You asked about time period and location, and wondered why I’d chosen Liverpool in 1941 and London in 2014, and not the other way around.  I think it was to do with the cathedral – because for a while I’d had an idea that I wanted to write a novel about the building of the cathedral, and gradually that sharpened into something that focused on the building of the tower and the fact that it happened at a time when the city was being bombed.  I liked the opposites of a tower going up when everything around it was coming down.  And the ever-present threat that the tower itself could come down, which led me to William Golding’s The Spire, which has the same looming possibility hanging over the whole novel.

Thinking about your book now, one of the poems that has really stuck with me is emporium, which conjured, for me, the fabric shops that there used to be round the back of T J Hughes. I can really remember going there as a child with my mum.  That poem really seemed to encapsulate one aspect of your writing, in the sense that it gives a vivid and immediate sense of place, whilst also being a kind of explosion or simultaneity of images and impressions. I wondered how you had arrived at that particular style – whether the fragmentation of form and images in many of your poems came about because it felt closest to the truth of things.    

SC: Thanks so much for your kind words on emporium from floss, I’m really happy to hear you enjoyed that poem so much! You’ve located this poem to a tee, Stafford Street, the fabric shops! Fabrics and colours are at the bare bones of my poetics, I’m seemingly obsessed with them. My Mum had red velvet curtains in our flat on Gill Street during the 80s, and when she was done with them, gave them to me to use for making Barbie clothes. I’m really pleased that you were able to locate just how important the aspect of fabric, materials and working with what’s available on a sensory level is to my work. But it really does stem from that, which to me is my girlhood. The excitement I found in colours and textures has been transferred to words and subsequent poems. It’s a massive case of unravelling and still learning.

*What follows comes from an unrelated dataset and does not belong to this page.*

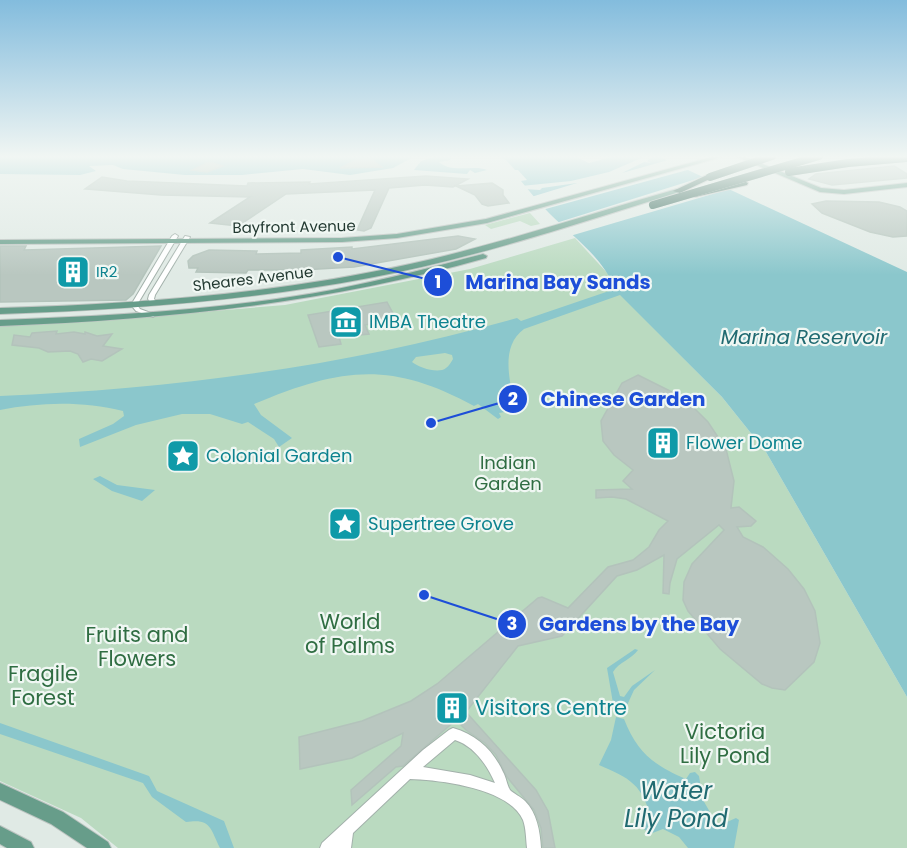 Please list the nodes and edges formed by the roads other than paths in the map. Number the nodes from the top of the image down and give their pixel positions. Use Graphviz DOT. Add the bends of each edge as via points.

Trying to expand on a piss poor vocabulary (!) by using a range of different sources: walking notes, photographs, archives, books, films, paintings. And in terms of stylistics, using words as fragments and threads seems to suit the themes of what I write about much better. A lot of people don’t think in linear statements, there’s a myriad of ways in which impressions are made. Fragments and a mosaic approach are often much closer to the truth of a thing than a full sentence, so poetry works as a perfect medium of expression for this. There’s a brilliant Audre Lorde quote: 

There is no such thing as a single issue struggle because we do not lead single issue lives. 

I feel this strongly applies to poetics. It doesn’t need to take one straight path or one sole master narrative, because that’s not a truthful reflection on our lives or our thoughts, our imaginations. So many aspects, so many stories, are intertwined, which is what I’m hoping to convey through a poetics of working class feminist psychogeography. And I feel the entire concept of interwoven women’s stories is one that runs straight through Blackbird, which is one of the reasons why I enjoyed it so much!

There’s a line about halfway through the book: 

invisible wires, each exerting a pull until they are brought within range of each other

This really spoke to me in terms of how people are drawn together through shared experiences, and I felt it was especially relevant to working class lives. What you’ve saying about the Heygate really confirms that, and I love the way those details have imprinted themselves so hard into your memory. The large, light, big windowed flats. That’s exactly what the windows were like for Gerard Gardens and St. Andrews Gardens too. I was only reading a piece just yesterday on how the Government have just extended Permitted Development Rights. Meaning they can bypass minimum space standards for housing and windows within new build apartments.  Not only does this sound like a disaster waiting to happen, but also such a far cry from both the aforementioned housing schemes. The windows were such a centre of pride, and some flats (say about two or three per landing) were even lucky enough to have verandas. They were very well kept. It was only when the flats began to be boarded up, and demolition plans became visible, that they started to look dilapidated. 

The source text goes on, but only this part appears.